*WHAT THE EXERCISE ASKS:* The response must be made up of the lines in the entries below that contain "highway".

++++++++

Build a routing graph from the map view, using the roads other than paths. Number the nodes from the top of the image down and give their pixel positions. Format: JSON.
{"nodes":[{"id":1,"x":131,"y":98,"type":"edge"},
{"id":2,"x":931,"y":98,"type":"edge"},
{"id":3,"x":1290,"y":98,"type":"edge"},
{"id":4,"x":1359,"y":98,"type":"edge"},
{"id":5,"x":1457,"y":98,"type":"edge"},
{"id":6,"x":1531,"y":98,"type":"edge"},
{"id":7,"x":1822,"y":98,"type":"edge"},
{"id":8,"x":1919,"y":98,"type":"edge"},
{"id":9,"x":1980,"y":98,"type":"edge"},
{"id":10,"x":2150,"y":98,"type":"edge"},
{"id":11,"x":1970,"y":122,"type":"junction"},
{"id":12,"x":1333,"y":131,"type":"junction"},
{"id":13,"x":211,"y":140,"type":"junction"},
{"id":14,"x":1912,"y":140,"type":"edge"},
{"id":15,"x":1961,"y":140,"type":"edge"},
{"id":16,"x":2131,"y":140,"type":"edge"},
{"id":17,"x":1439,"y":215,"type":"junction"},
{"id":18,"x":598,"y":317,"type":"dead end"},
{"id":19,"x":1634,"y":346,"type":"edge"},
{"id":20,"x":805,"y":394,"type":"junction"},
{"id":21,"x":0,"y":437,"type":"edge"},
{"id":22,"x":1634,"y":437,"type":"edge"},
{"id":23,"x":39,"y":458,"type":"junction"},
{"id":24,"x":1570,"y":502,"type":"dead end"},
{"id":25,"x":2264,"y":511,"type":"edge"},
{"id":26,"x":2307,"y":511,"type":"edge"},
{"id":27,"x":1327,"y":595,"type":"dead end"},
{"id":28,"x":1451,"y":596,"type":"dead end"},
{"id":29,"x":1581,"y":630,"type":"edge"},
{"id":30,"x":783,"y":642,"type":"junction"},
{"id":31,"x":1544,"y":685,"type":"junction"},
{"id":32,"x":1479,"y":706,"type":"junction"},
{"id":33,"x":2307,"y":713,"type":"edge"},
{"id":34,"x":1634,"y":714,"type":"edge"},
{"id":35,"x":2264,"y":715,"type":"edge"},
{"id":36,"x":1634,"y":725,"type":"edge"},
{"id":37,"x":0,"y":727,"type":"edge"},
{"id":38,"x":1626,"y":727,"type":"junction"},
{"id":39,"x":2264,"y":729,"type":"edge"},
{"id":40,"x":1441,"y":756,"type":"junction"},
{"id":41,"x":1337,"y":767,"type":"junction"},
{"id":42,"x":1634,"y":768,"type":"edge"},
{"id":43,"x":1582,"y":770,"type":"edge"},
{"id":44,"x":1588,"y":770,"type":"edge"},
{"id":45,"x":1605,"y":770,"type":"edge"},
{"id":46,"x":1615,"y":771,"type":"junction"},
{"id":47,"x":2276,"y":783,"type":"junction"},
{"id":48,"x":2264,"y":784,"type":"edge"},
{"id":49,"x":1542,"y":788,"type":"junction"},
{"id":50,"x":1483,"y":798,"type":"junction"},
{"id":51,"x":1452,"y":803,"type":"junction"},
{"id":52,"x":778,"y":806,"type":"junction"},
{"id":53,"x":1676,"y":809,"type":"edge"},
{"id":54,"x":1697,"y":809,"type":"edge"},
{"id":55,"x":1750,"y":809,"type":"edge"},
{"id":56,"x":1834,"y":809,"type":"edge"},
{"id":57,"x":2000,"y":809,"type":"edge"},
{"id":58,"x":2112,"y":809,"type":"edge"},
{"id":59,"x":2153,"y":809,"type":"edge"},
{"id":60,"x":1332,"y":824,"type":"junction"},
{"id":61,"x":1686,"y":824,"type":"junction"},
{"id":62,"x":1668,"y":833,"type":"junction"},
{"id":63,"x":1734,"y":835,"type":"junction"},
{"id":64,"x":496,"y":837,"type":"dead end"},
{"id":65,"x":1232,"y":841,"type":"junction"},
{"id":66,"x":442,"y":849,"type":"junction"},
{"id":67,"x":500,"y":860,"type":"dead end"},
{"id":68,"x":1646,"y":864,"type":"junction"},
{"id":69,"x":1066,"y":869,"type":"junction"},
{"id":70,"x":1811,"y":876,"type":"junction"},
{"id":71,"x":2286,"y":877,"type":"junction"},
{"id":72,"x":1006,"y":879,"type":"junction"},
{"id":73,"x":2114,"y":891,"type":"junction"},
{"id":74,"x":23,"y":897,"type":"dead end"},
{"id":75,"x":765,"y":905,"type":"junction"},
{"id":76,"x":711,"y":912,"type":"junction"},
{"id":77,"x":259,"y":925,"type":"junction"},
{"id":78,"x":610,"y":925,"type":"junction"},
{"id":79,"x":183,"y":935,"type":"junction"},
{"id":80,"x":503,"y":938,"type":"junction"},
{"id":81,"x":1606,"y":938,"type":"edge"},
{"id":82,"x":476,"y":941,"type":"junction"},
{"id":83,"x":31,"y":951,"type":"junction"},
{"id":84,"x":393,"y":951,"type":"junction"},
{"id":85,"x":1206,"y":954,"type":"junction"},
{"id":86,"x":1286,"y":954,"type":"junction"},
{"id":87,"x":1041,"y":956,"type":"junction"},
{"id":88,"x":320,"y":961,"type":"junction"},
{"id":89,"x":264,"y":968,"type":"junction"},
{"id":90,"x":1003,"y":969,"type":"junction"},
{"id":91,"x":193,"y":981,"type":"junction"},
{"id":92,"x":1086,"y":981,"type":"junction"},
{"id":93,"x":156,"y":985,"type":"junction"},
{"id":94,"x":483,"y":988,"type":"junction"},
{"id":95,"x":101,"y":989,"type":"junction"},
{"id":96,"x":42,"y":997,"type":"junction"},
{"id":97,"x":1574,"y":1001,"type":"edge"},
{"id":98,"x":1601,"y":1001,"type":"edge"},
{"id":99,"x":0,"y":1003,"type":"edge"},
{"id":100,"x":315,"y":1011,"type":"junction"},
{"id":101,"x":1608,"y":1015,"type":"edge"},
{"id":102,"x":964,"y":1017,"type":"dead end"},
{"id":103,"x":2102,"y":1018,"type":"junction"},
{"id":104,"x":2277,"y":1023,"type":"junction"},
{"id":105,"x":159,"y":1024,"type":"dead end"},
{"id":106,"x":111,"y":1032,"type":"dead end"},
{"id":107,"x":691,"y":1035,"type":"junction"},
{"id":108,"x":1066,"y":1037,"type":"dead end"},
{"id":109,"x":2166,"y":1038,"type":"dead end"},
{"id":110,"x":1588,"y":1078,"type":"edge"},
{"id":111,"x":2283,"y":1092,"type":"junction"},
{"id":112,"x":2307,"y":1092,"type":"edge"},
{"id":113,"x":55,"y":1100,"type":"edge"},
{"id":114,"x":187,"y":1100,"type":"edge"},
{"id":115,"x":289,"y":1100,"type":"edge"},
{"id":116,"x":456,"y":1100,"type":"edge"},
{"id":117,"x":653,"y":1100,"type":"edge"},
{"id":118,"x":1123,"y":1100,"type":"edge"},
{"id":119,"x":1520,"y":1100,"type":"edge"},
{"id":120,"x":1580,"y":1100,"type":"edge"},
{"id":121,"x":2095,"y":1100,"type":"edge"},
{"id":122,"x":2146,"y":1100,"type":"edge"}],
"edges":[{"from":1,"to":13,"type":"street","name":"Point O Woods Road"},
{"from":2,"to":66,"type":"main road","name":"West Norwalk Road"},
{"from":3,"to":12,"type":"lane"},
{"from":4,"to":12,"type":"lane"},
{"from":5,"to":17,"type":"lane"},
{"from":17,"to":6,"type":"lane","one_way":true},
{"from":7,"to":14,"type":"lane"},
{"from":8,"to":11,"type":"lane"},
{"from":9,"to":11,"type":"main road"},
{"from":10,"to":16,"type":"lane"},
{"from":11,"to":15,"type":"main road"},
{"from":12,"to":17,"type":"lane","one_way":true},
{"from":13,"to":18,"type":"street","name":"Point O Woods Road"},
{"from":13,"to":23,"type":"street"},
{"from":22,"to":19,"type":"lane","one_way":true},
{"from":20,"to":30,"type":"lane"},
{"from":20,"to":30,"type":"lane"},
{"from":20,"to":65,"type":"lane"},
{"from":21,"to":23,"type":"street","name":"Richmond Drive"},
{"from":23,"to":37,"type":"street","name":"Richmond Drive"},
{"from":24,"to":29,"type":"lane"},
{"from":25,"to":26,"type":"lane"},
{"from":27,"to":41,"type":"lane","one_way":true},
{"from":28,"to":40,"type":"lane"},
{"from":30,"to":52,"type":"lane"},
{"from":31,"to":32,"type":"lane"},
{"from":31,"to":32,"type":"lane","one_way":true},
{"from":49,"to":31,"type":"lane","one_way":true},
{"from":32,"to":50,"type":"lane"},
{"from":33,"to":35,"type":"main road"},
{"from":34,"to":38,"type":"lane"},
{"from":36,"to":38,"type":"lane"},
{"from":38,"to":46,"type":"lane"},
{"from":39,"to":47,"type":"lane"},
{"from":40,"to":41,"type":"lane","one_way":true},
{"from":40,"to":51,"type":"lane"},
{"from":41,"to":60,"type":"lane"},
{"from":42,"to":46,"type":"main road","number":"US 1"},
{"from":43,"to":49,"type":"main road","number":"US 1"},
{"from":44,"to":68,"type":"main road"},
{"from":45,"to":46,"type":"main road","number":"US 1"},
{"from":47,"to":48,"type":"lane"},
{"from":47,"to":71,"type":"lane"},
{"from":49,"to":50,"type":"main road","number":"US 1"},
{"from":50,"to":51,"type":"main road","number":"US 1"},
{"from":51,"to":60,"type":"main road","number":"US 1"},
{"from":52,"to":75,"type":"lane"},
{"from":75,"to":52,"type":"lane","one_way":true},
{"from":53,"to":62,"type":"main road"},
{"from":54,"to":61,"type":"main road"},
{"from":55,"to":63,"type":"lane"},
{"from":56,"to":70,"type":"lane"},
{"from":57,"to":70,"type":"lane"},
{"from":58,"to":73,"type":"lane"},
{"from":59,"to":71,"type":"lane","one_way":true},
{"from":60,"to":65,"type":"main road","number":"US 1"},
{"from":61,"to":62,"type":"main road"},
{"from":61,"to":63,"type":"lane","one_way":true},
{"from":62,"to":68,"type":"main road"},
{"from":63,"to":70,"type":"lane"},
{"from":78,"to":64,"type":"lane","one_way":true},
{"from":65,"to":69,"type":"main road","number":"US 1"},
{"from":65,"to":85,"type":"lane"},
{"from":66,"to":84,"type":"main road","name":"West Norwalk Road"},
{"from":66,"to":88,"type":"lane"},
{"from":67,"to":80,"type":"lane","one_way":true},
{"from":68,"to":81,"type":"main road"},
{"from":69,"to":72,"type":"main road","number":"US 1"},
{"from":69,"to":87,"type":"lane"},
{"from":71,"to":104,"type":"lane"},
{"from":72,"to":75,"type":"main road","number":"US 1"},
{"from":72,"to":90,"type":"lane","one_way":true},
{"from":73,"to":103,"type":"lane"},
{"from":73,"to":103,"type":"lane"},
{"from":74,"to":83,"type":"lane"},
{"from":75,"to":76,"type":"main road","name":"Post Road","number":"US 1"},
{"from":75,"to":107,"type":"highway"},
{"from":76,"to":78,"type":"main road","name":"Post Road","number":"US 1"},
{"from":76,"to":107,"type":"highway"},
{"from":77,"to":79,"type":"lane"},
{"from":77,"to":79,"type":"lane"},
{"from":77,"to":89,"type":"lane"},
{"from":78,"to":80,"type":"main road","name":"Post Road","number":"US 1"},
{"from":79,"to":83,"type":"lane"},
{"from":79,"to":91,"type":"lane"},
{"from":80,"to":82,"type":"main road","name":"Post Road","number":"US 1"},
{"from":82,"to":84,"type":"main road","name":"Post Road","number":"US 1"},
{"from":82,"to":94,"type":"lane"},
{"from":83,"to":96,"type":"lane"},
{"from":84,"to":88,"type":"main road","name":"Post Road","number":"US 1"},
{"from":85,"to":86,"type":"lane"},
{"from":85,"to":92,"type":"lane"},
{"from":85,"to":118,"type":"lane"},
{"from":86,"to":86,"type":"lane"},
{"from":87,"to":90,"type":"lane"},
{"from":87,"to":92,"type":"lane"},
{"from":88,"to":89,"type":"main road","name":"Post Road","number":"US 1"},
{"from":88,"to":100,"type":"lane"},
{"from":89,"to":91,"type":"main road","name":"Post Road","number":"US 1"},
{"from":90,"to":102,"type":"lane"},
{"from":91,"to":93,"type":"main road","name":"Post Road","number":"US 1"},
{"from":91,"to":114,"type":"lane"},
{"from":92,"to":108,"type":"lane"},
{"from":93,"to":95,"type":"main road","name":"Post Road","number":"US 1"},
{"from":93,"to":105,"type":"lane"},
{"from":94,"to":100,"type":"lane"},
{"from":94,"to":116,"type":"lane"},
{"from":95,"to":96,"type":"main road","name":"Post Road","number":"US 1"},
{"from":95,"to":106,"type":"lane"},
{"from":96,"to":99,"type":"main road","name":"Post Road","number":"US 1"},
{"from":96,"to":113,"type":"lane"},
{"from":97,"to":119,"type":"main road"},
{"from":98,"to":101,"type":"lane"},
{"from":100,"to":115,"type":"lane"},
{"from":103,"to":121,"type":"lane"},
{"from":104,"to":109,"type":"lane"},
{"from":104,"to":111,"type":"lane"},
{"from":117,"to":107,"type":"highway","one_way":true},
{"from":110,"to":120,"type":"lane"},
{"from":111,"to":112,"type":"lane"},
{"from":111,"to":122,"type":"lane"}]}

++++++++

*ANSWER SPACE:*
{"from":75,"to":107,"type":"highway"},
{"from":76,"to":107,"type":"highway"},
{"from":117,"to":107,"type":"highway","one_way":true},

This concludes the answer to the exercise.